The coming together of two of India’s biggest airline rivals, Jet Airways and Kingfisher Airlines, that together control a 60 per cent marketshare along with their low cost arms, JetLite and Kingfisher Red (Deccan), could lead to monopoly resulting in further rise in airfare.
Analysts feel that though their immediate priority is to curb the mounting losses estimated at Rs 18 crore a day and to reduce capacity by 30 per cent to bring down the supply of seats in synch with market demand, the medium- to long-term objective would be to increase fares to make money.

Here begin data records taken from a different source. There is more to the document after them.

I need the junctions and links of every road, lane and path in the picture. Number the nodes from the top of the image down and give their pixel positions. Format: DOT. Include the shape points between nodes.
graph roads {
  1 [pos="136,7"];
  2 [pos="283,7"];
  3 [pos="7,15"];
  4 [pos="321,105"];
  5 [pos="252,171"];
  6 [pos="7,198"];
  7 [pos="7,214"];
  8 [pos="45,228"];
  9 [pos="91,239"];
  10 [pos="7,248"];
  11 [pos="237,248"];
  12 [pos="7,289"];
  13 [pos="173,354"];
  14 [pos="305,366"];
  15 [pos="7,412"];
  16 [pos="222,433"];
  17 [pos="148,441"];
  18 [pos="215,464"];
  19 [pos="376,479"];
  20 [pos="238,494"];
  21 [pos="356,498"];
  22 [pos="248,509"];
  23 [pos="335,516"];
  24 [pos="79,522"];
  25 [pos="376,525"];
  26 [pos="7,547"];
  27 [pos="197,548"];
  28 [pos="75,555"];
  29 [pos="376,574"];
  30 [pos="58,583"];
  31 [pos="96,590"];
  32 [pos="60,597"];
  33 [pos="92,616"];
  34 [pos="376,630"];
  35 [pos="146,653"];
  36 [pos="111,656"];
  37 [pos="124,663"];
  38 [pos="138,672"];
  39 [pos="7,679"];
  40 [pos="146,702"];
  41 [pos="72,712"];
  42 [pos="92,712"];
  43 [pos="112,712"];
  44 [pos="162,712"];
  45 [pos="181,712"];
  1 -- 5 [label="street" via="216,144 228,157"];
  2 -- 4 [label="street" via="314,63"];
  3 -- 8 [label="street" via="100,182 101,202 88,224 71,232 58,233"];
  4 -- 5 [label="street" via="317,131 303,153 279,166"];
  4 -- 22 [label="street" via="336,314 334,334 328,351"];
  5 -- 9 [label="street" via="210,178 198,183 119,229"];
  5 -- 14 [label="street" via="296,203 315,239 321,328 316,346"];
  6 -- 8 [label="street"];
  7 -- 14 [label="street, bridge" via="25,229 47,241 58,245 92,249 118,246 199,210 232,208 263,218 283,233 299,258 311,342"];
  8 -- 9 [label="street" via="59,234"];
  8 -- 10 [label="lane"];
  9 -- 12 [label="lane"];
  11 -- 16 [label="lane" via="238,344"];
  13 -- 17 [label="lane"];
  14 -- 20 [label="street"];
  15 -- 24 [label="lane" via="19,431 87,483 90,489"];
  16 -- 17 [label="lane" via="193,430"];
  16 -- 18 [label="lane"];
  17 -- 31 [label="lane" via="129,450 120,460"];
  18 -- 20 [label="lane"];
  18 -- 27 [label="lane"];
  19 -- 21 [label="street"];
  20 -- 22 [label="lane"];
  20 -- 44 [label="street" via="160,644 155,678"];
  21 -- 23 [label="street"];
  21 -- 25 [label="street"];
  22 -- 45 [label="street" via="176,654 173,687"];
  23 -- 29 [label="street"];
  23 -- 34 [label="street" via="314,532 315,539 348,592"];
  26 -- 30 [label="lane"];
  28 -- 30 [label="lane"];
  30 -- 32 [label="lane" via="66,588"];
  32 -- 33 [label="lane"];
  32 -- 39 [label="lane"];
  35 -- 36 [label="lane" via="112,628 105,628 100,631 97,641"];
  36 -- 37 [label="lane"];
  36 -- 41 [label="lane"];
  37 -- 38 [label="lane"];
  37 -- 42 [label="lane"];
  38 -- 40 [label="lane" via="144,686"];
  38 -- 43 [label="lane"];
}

“I don’t think they will increase fares immediately,” said Kapil Kaul, CEO (India), Centre for Asia Pacific Aviation (CAPA), an international aviation consultancy. “But once capacity comes down with route rationalisation, fares would go up by 15 per cent in a phased manner.”
“Their ultimate aim would be to drive fares up to at least the cost levels but at the moment the economy can not afford any additional increase,” said Ankur Bhatia, executive Director, Bird Group, an aviation consultancy. “Last week, bookings dropped by 20 as compared to the same week last year due to rising fares.”
Naresh Goyal, chairman, Jet and Vijay Mallya, chairman, Kingfisher on Monday night categorically denied any move to form a cartel leading to a monopoly.
“It is not a cartel,” Goyal said, while explaining the alliance. “The aim is to curtail losses, which are going up every day. Irrational pricing of tickets in the last three years has affected all airlines.”
“We will pass on the cost benefits to passengers and this alliance will enhance shareholder value,” said Mallya. “The benefits for both the airlines would be humongous.”
But passengers have doubts.
“Whatever they say on the face seems dicey,” said Sudhkar Reddy, president, Air Passenger Association of India. “Their ultimate objective is to survive at the cost of passengers.”
“I am waiting for the government’s response on this development and will seek the Prime Minister’s intervention,” Reddy added.
However, CAPA’s Kaul does not agree. “A cartel could have been possible had both them been profitable,” he said. “Under the current circumstance, the alliance is more for their survival. But government must keep an eye on it.”
In the months ahead, both the airlines are expected to lay off surplus staff as their would be no duplication of several functions. Only last month both had laid off 1,100 people. In the 30 per cent capacity reduction, thousands of employee are expected to lose jobs. Both the airlines have a combined staff strength of more than 20,000 people. Several employees of who spoke to HT expressed concern over their future.